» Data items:
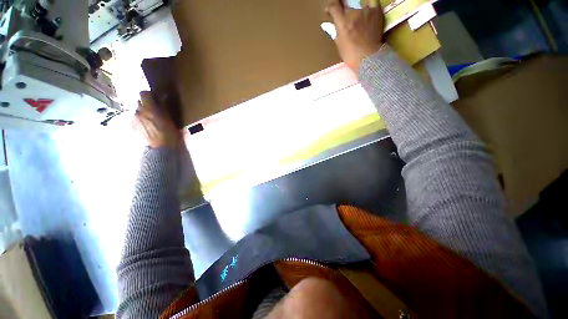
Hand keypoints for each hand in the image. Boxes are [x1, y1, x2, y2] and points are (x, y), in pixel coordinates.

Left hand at [132, 91, 179, 148]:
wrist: (160, 149)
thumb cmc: (168, 134)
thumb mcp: (170, 119)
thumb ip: (163, 107)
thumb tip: (162, 97)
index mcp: (148, 108)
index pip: (144, 93)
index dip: (149, 95)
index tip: (155, 99)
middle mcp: (137, 111)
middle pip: (138, 102)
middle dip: (145, 104)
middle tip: (153, 111)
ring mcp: (133, 119)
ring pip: (136, 111)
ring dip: (142, 113)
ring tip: (150, 121)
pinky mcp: (131, 127)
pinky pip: (134, 119)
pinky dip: (139, 120)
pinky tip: (146, 127)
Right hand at [325, 0, 384, 70]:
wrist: (368, 58)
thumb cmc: (351, 56)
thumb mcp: (339, 45)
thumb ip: (335, 32)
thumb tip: (328, 24)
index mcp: (343, 23)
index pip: (334, 6)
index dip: (330, 7)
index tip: (329, 10)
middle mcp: (354, 13)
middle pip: (346, 3)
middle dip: (342, 8)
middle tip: (344, 17)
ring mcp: (366, 11)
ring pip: (358, 3)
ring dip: (355, 9)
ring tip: (356, 17)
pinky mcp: (376, 11)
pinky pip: (372, 1)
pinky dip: (368, 4)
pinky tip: (366, 10)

» WHAT IS NEEDED: Show each line of the records above containing "hand".

» SOLUTION:
Hand keypoints for each hand in the image. Boxes are [x1, y1, x2, y2] and points are (x, y), in pixel coordinates.
Left hand at [132, 91, 179, 148]:
Right hand at [325, 0, 384, 70]:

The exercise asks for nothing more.